There’s nothing quite like the behavior of panicky humans—especially when it comes to hoarding. Let a blizzard approach or a hurricane churn toward shore, and we descend on stores, buying up more batteries, bottled water and canned foods than we could use in a lifetime. We’re seeing the same thing again as America hunkers down against the novel coronavirus, and of all of the products that are being snatched up the fastest, there’s one that’s in special demand: toilet paper.
The Washington Post reports a run on the rolls, with both Costco and the Giant supermarket chain stripped all but clean. Even Amazon’s physical stores “appeared to be down to single rolls of novelty toilet paper in some places Friday,” the Post said.

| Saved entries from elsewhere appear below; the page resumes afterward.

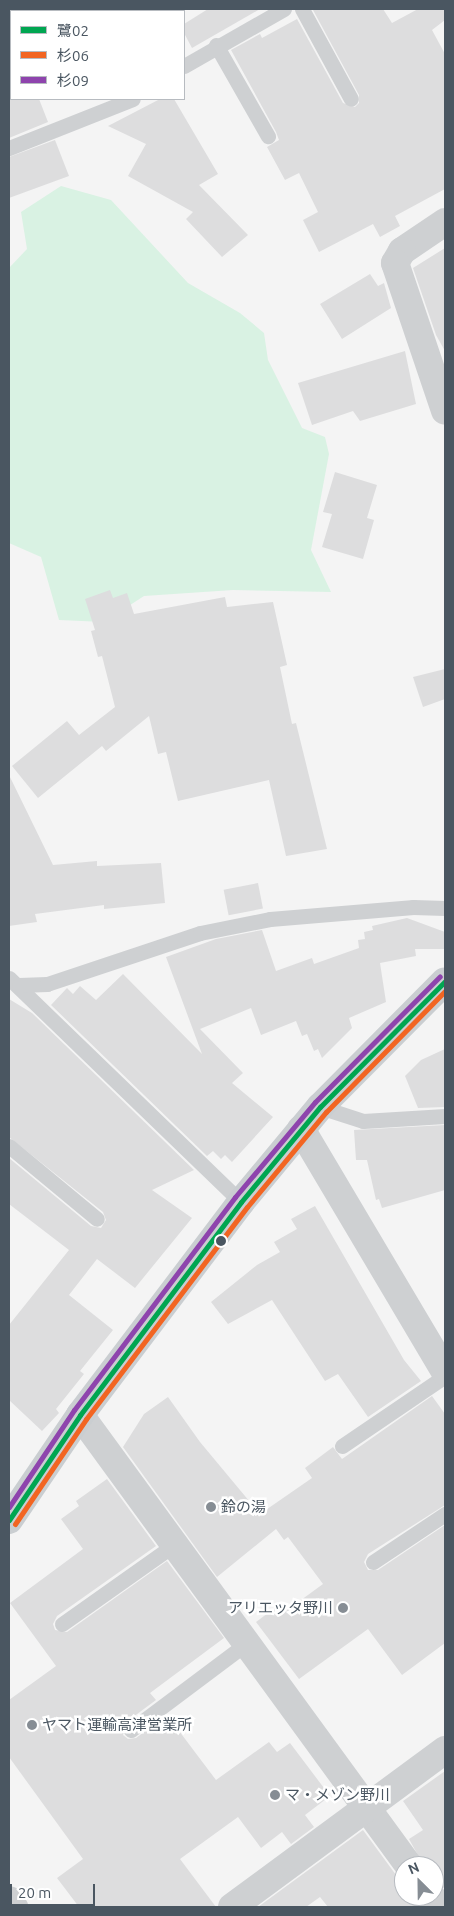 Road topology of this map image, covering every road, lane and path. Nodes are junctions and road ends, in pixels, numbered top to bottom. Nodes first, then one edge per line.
1 (284, 9) edge
2 (302, 9) edge
3 (216, 45) junction
4 (185, 65) edge
5 (351, 99) dead end
6 (130, 100) edge
7 (268, 136) dead end
8 (9, 148) edge
9 (445, 222) edge
10 (440, 371) edge
11 (445, 411) edge
12 (445, 908) edge
13 (14, 981) edge
14 (445, 981) edge
15 (320, 1107) junction
16 (445, 1116) edge
17 (301, 1129) junction
18 (9, 1146) edge
19 (240, 1202) junction
20 (97, 1219) dead end
21 (445, 1372) edge
22 (445, 1376) edge
23 (80, 1416) junction
24 (342, 1446) dead end
25 (445, 1514) edge
26 (9, 1520) edge
27 (175, 1544) junction
28 (373, 1562) dead end
29 (62, 1624) dead end
30 (246, 1642) junction
31 (130, 1730) dead end
32 (445, 1750) edge
33 (366, 1807) junction
34 (402, 1856) edge
35 (9, 1900) edge
36 (14, 1907) edge
37 (232, 1907) edge

1 - 3 lane
2 - 5 lane
3 - 4 lane
3 - 7 lane
6 - 8 lane
9 - 10 street
10 - 11 street
12 - 13 lane
13 - 19 lane
14 - 15 main road
15 - 16 lane
15 - 17 main road
17 - 19 main road
17 - 21 street
18 - 20 lane
19 - 23 main road
22 - 24 lane
23 - 26 main road
23 - 27 street
25 - 28 lane
27 - 29 lane
27 - 30 street
30 - 31 lane
30 - 33 street
32 - 33 street
33 - 34 street
33 - 37 street
35 - 36 street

The New York Times similarly reports from a Whole Foods supermarket in Somerville, Mass., where shoppers had to be limited to two packages of toilet paper each, lest they strip the store bare.
But why? What is it about toilet paper—specifically the prospect of an inadequate supply of it—that makes us so anxious. Some of the answer is obvious. Toilet paper has primal—even infantile—associations, connected with what is arguably the body’s least agreeable function in a way we’ve been taught from toddlerhood. Few, if any of us, remember a time when we weren’t acquainted with the product.

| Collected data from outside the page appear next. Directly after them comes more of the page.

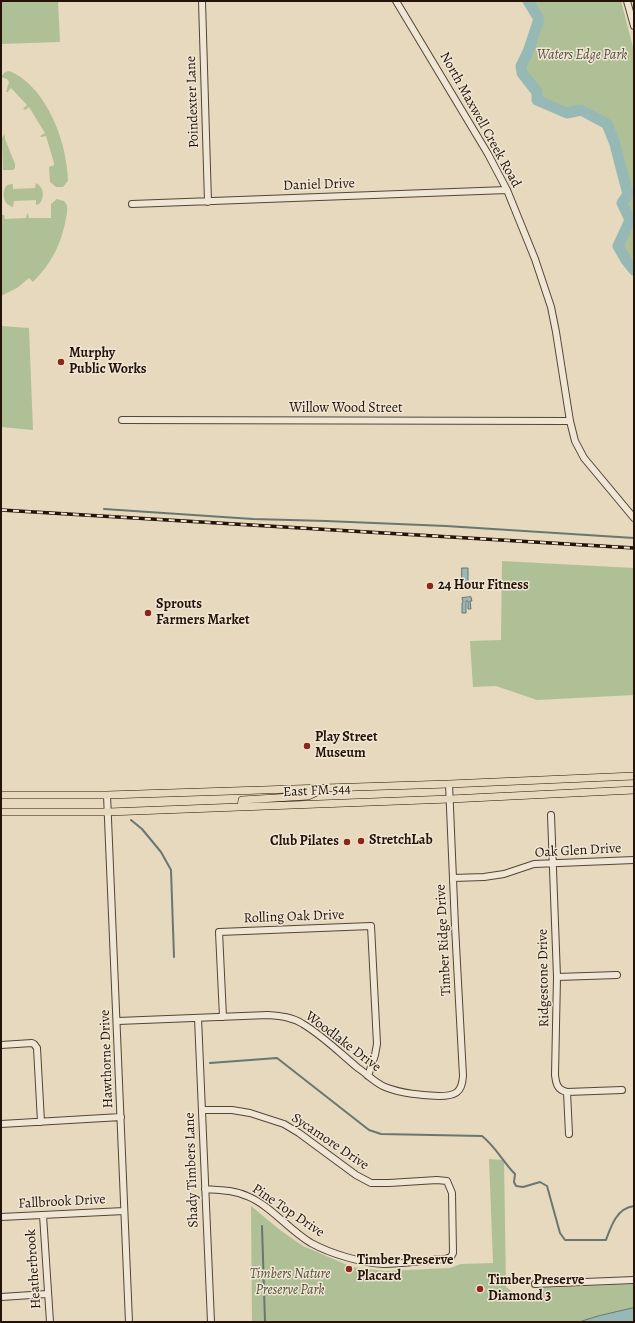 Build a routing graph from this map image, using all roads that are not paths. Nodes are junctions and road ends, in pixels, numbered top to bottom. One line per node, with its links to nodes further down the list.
1 (202, 1): 6 (street, Poindexter Lane)
2 (396, 1): 5 (street, North Maxwell Creek Road)
3 (627, 1): 4 (street)
4 (634, 26)
5 (507, 190): 6 (street, Daniel Drive); 9 (street, North Maxwell Creek Road)
6 (208, 202): 7 (street, Daniel Drive)
7 (132, 204)
8 (122, 420): 9 (street, Willow Wood Street)
9 (570, 421): 10 (street, North Maxwell Creek Road)
10 (634, 518)
11 (634, 776): 12 (main road, East FM 544)
12 (449, 784): 13 (main road, East FM 544); 17 (street, Timber Ridge Drive)
13 (325, 788): 16 (main road, East FM 544); 18 (main road)
14 (634, 790): 17 (main road, East FM 544)
15 (1, 795): 16 (main road, East FM 544)
16 (107, 795): 20 (street, Hawthorne Drive)
17 (450, 799): 18 (main road, East FM 544); 24 (street, Timber Ridge Drive)
18 (241, 807): 20 (main road, East FM 544)
19 (1, 812): 20 (main road, East FM 544)
20 (108, 812): 29 (street, Hawthorne Drive)
21 (551, 815): 23 (street, Ridgestone Drive)
22 (634, 860): 23 (street, Oak Glen Drive)
23 (552, 863): 24 (street, Oak Glen Drive); 26 (street, Ridgestone Drive)
24 (453, 878): 33 (street, Timber Ridge Drive)
25 (617, 975): 26 (street)
26 (557, 977): 34 (street, Ridgestone Drive)
27 (223, 1017): 28 (street, Woodlake Drive); 31 (street, Woodlake Drive); 31 (street, Rolling Oak Drive)
28 (198, 1018): 29 (street, Woodlake Drive); 35 (street, Shady Timbers Lane)
29 (118, 1021): 36 (street, Hawthorne Drive)
30 (1, 1045): 37 (street)
31 (368, 1076): 33 (street, Woodlake Drive)
32 (622, 1090): 34 (street)
33 (457, 1092)
34 (567, 1092): 39 (street)
35 (202, 1110): 40 (street, Shady Timbers Lane); 44 (street, Sycamore Drive)
36 (121, 1118): 37 (street); 41 (street, Hawthorne Drive)
37 (41, 1122): 38 (street)
38 (1, 1124)
39 (569, 1134)
40 (205, 1189): 44 (street, Pine Top Drive); 51 (street, Shady Timbers Lane)
41 (124, 1211): 42 (street, Fallbrook Drive); 50 (street, Hawthorne Drive)
42 (43, 1215): 43 (street, Fallbrook Drive); 47 (street, Heatherbrook)
43 (1, 1217)
44 (451, 1257)
45 (634, 1280): 46 (street)
46 (535, 1284)
47 (47, 1294): 48 (street); 49 (street, Heatherbrook)
48 (1, 1296)
49 (50, 1322)
50 (129, 1322)
51 (211, 1322)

“There is comfort in knowing that it’s there,” says psychologist Mary Alvord, Associate Professor of Psychiatry and Behavioral Sciences at the George Washington University School of Medicine. “We all eat and we all sleep and we all poop. It’s a basic need to take care of ourselves.”
We are also exceedingly social creatures, and we count on the community for our survival. People seen as unclean or unwell are at risk of being shunned—which in the state of nature could mean death. “We’ve gone beyond using leaves,” says Alvord. “It’s about being clean and presentable and social and not smelling bad.”

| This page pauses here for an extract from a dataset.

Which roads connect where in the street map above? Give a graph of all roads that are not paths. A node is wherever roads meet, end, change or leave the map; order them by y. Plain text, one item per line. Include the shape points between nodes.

The coronavirus panic has only made things worse. We know exactly when hurricane or blizzard season is approaching, and stores and supply chains can prepare. No one foresaw the season of corona.
“We, as a country, responded slowly,” says psychologist Baruch Fischoff, professor in the Department of Engineering and Public Policy at Carnegie Mellon University. “Until very recently, many people heard assurance that this was not a major problem. Then, suddenly, they were told to stock up, for an indeterminate period.”
When it comes to stocking up, different basics offer differing options. “If people did not find the food that they wanted, they could buy other food,” says Fischoff. “For toilet paper, there are no substitutes.”
The need to hoard the one product for which there is no alternative is only exacerbated, he adds, by the fact that it is not clear when the possible shortages will end. America’s late-to-the-party response to the COVID-19 pandemic means shoppers have not been “given assurances that the supply chain issues would be managed in due course.”
They likely will be just as the virus will be brought under control—eventually. Until then, humans will be humans and our eccentricities will be our eccentricities. Our panic buying, Alvord says, represents one thing we can control. In an exceedingly uncertain moment, it’s at least something.